====== DATA EXTRACTS

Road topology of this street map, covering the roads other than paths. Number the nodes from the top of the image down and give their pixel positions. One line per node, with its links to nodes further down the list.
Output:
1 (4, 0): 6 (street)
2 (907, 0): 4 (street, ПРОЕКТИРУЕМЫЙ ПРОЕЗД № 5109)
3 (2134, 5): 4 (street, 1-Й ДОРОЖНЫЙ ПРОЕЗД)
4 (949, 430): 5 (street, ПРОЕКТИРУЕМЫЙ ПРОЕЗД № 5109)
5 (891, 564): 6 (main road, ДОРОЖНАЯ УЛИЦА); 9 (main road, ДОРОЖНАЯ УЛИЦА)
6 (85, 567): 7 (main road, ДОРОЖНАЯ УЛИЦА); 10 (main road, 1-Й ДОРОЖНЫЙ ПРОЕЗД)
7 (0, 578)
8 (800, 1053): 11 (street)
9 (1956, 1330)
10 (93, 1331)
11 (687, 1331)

============

▸ PROBLEM REQUIREMENTS
Could you restate every record above word for word?

▸ ANSWER SECTION
Road topology of this street map, covering the roads other than paths. Number the nodes from the top of the image down and give their pixel positions. One line per node, with its links to nodes further down the list.
Output:
1 (4, 0): 6 (street)
2 (907, 0): 4 (street, ПРОЕКТИРУЕМЫЙ ПРОЕЗД № 5109)
3 (2134, 5): 4 (street, 1-Й ДОРОЖНЫЙ ПРОЕЗД)
4 (949, 430): 5 (street, ПРОЕКТИРУЕМЫЙ ПРОЕЗД № 5109)
5 (891, 564): 6 (main road, ДОРОЖНАЯ УЛИЦА); 9 (main road, ДОРОЖНАЯ УЛИЦА)
6 (85, 567): 7 (main road, ДОРОЖНАЯ УЛИЦА); 10 (main road, 1-Й ДОРОЖНЫЙ ПРОЕЗД)
7 (0, 578)
8 (800, 1053): 11 (street)
9 (1956, 1330)
10 (93, 1331)
11 (687, 1331)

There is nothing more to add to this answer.